SD: Thinking of Englishmen, we have loud, drunken guys in mind, running around in shorts even if it’s around 0°C. What are your expectations from Bavaria? What do you have in mind how folks are down here?

NB: I’m hoping for lederhosen and oompah bands with people drinking from stone beer mugs. But more to be more realistic, some loud drunk punks will be good enough for me.

SD: Okay, let’s stop the bullshit blabbering for a while and get serious about your debut album. I already listened to it up and down and ‘m absolutely thrilled how much pressure you make. How would you yourself describe the album to somebody not knowing it till now?

NB: It’s loud, short, catchy garage punk songs about love lost and being scared of the dark.
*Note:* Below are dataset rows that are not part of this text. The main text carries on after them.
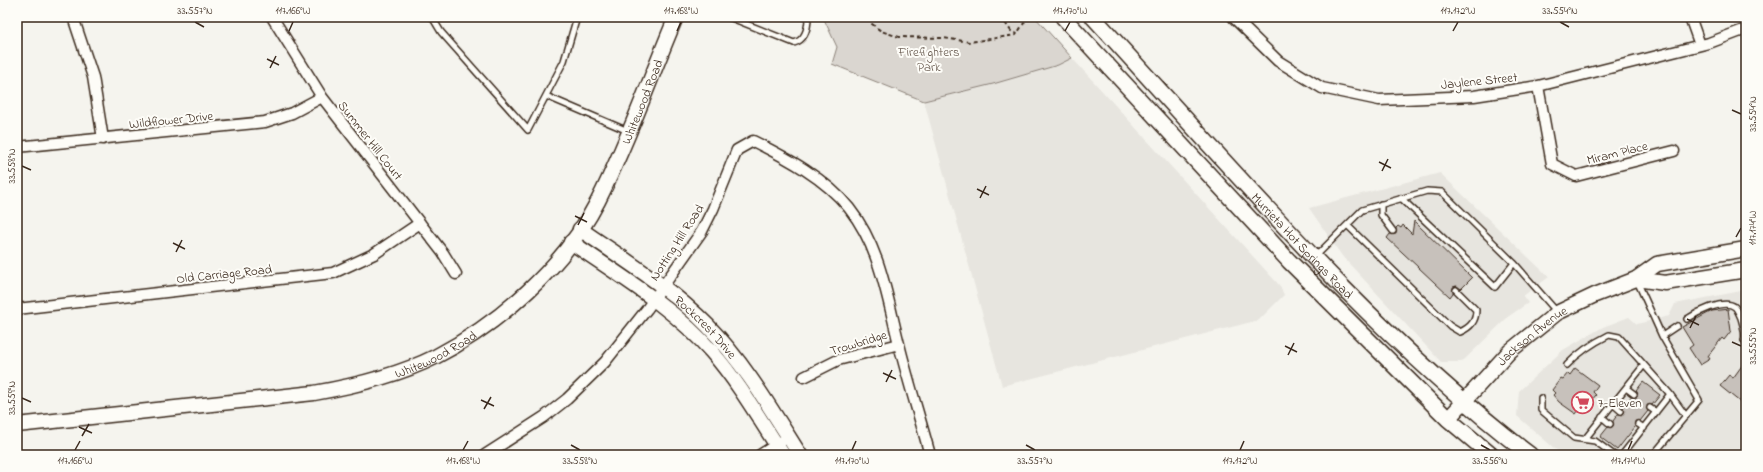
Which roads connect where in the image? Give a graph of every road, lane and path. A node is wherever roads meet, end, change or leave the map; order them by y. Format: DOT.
graph roads {
  1 [pos="73,17"];
  2 [pos="272,17"];
  3 [pos="432,17"];
  4 [pos="577,17"];
  5 [pos="676,17"];
  6 [pos="729,17"];
  7 [pos="808,17"];
  8 [pos="869,17"];
  9 [pos="1001,17"];
  10 [pos="1028,17"];
  11 [pos="1063,17"];
  12 [pos="1093,17"];
  13 [pos="1233,17"];
  14 [pos="1690,17"];
  15 [pos="1746,29"];
  16 [pos="1017,34"];
  17 [pos="1700,45"];
  18 [pos="1538,86"];
  19 [pos="546,96"];
  20 [pos="322,97"];
  21 [pos="629,131"];
  22 [pos="103,139"];
  23 [pos="17,147"];
  24 [pos="1674,151"];
  25 [pos="1216,181"];
  26 [pos="1401,198"];
  27 [pos="1381,204"];
  28 [pos="420,223"];
  29 [pos="1347,225"];
  30 [pos="580,229"];
  31 [pos="1393,231"];
  32 [pos="571,242"];
  33 [pos="1746,249"];
  34 [pos="1314,257"];
  35 [pos="1514,264"];
  36 [pos="1746,270"];
  37 [pos="456,274"];
  38 [pos="1636,279"];
  39 [pos="662,288"];
  40 [pos="1456,290"];
  41 [pos="654,299"];
  42 [pos="17,309"];
  43 [pos="1557,313"];
  44 [pos="1687,319"];
  45 [pos="1677,326"];
  46 [pos="1662,336"];
  47 [pos="1744,340"];
  48 [pos="898,344"];
  49 [pos="1567,365"];
  50 [pos="1644,365"];
  51 [pos="804,377"];
  52 [pos="1626,388"];
  53 [pos="1634,394"];
  54 [pos="1670,394"];
  55 [pos="1541,398"];
  56 [pos="1464,402"];
  57 [pos="1613,404"];
  58 [pos="1650,408"];
  59 [pos="1621,411"];
  60 [pos="1656,412"];
  61 [pos="1686,416"];
  62 [pos="1602,417"];
  63 [pos="1448,419"];
  64 [pos="1610,424"];
  65 [pos="1638,424"];
  66 [pos="17,425"];
  67 [pos="1644,428"];
  68 [pos="788,437"];
  69 [pos="1627,437"];
  70 [pos="1585,439"];
  71 [pos="1633,442"];
  72 [pos="779,450"];
  73 [pos="485,455"];
  74 [pos="760,455"];
  75 [pos="800,455"];
  76 [pos="930,455"];
  77 [pos="1490,455"];
  78 [pos="1530,455"];
  79 [pos="1614,455"];
  80 [pos="1622,455"];
  81 [pos="1653,455"];
  1 -- 22 [label="street"];
  2 -- 20 [label="street, Summer Hill Court"];
  3 -- 19 [label="lane"];
  4 -- 19 [label="lane"];
  5 -- 21 [label="main road, Whitewood Road"];
  6 -- 7 [label="lane"];
  8 -- 16 [label="path"];
  9 -- 16 [label="path"];
  10 -- 16 [label="path"];
  11 -- 25 [label="main road, Murrieta Hot Springs Road"];
  12 -- 34 [label="main road, Murrieta Hot Springs Road"];
  13 -- 18 [label="street, Jaylene Street"];
  14 -- 17 [label="street"];
  15 -- 17 [label="street, Jaylene Street"];
  17 -- 18 [label="street, Jaylene Street"];
  18 -- 24 [label="street, Miram Place"];
  19 -- 21 [label="lane"];
  20 -- 22 [label="street, Wildflower Drive"];
  20 -- 28 [label="street, Summer Hill Court"];
  21 -- 30 [label="main road, Whitewood Road"];
  22 -- 23 [label="street, Wildflower Drive"];
  25 -- 34 [label="main road"];
  25 -- 63 [label="main road, Murrieta Hot Springs Road"];
  26 -- 27 [label="lane"];
  26 -- 35 [label="lane"];
  26 -- 35 [label="lane"];
  27 -- 29 [label="lane"];
  27 -- 31 [label="lane"];
  28 -- 37 [label="street, Summer Hill Court"];
  28 -- 42 [label="street, Old Carriage Road"];
  29 -- 34 [label="lane"];
  29 -- 40 [label="lane"];
  30 -- 32 [label="main road, Whitewood Road"];
  30 -- 39 [label="main road, Rockcrest Drive"];
  32 -- 41 [label="main road, Rockcrest Drive"];
  32 -- 66 [label="main road, Whitewood Road"];
  33 -- 38 [label="main road, Jackson Avenue"];
  34 -- 56 [label="main road, Murrieta Hot Springs Road"];
  35 -- 43 [label="lane"];
  36 -- 38 [label="main road, Jackson Avenue"];
  38 -- 43 [label="main road, Jackson Avenue"];
  38 -- 46 [label="lane"];
  39 -- 41 [label="street, Notting Hill Road"];
  39 -- 48 [label="street, Notting Hill Road"];
  39 -- 68 [label="main road, Rockcrest Drive"];
  41 -- 72 [label="main road, Rockcrest Drive"];
  41 -- 73 [label="street, Notting Hill Road"];
  43 -- 56 [label="main road, Jackson Avenue"];
  44 -- 47 [label="lane"];
  45 -- 46 [label="lane"];
  46 -- 61 [label="lane"];
  48 -- 51 [label="street, Trowbridge"];
  48 -- 76 [label="street, Notting Hill Road"];
  49 -- 50 [label="lane"];
  50 -- 52 [label="lane"];
  50 -- 54 [label="lane"];
  52 -- 53 [label="lane"];
  52 -- 57 [label="lane"];
  54 -- 60 [label="lane"];
  54 -- 61 [label="lane"];
  55 -- 70 [label="lane"];
  56 -- 63 [label="main road, Jackson Avenue"];
  56 -- 78 [label="main road, Murrieta Hot Springs Road"];
  57 -- 59 [label="lane"];
  57 -- 62 [label="lane"];
  58 -- 60 [label="lane"];
  60 -- 67 [label="lane"];
  61 -- 81 [label="lane"];
  62 -- 64 [label="lane"];
  62 -- 70 [label="lane"];
  63 -- 77 [label="main road, Murrieta Hot Springs Road"];
  65 -- 67 [label="lane"];
  67 -- 71 [label="lane"];
  68 -- 72 [label="street"];
  68 -- 75 [label="main road, Rockcrest Drive"];
  69 -- 71 [label="lane"];
  70 -- 79 [label="lane"];
  71 -- 80 [label="lane"];
  72 -- 74 [label="street"];
}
We’ve got some new material to try on you guys but yeah get the album it’s good old fashioned rock n roll with a punk vibe.

SD: If you’re not exactly doing world music or strange auto tune hiphop live gigs got a quite difficult business down here, how does it look in Britain with the punk or garage scene?

NB: It’s raging in the UK at the moment, everyone is angry about Brexit and our fucking awful government which gives people something to get angry about and a soap box for us to shout from. The sad thing is when we leave Europe we might not be able to afford to come over anymore. In the UK though you’ve got two of the best punk festivals in Europe, Manchester Punk Festival and Rebellion. It’s a great community and everyone helps each other, there’s no competition. It’s definitely the best its ever been.

SD: Unfortunately we had to put your gig on a Monday, so what would you tell all this lazy dogs to get their ass up to the show?

NB: Free beer.

SD: To stay with the topic: What has been your worst experience on stage so far (Just that we know what we definitely shouldn’t do – or maybe do exactly)?

NB: When we played in Hengelo in Holland, we were really well looked after and the crowd were amazing but I got food poisoning and was being sick on the stage. There was so much sick. That was horrible.

SD: Let’s briefly raise the level: We’re all a little bit concerned that you might need a visa to come over here. Have you already made arrangements for that case?

NB: No… Our government are making an absolute mess of everything, there’s no way we’ll be leaving Europe before the end of our tour. Who knows what’s happening because they don’t.

SD: So this is my first interview and frankly I’m running out of ideas what to ask you.
What would you want to know from yourself?

NB: What is that fine fine odor?

SD: Thx a lot for even reading this (if you did). Any last words from your side?

NB: We’re really looking forward to the show you all sound amazing and it would be great to see some folks dancing, we will have driven a very long way and it might be the last time we’ll be able to enjoy Germany before the cluster fuck that is Brexit. Can’t wait to meet you all.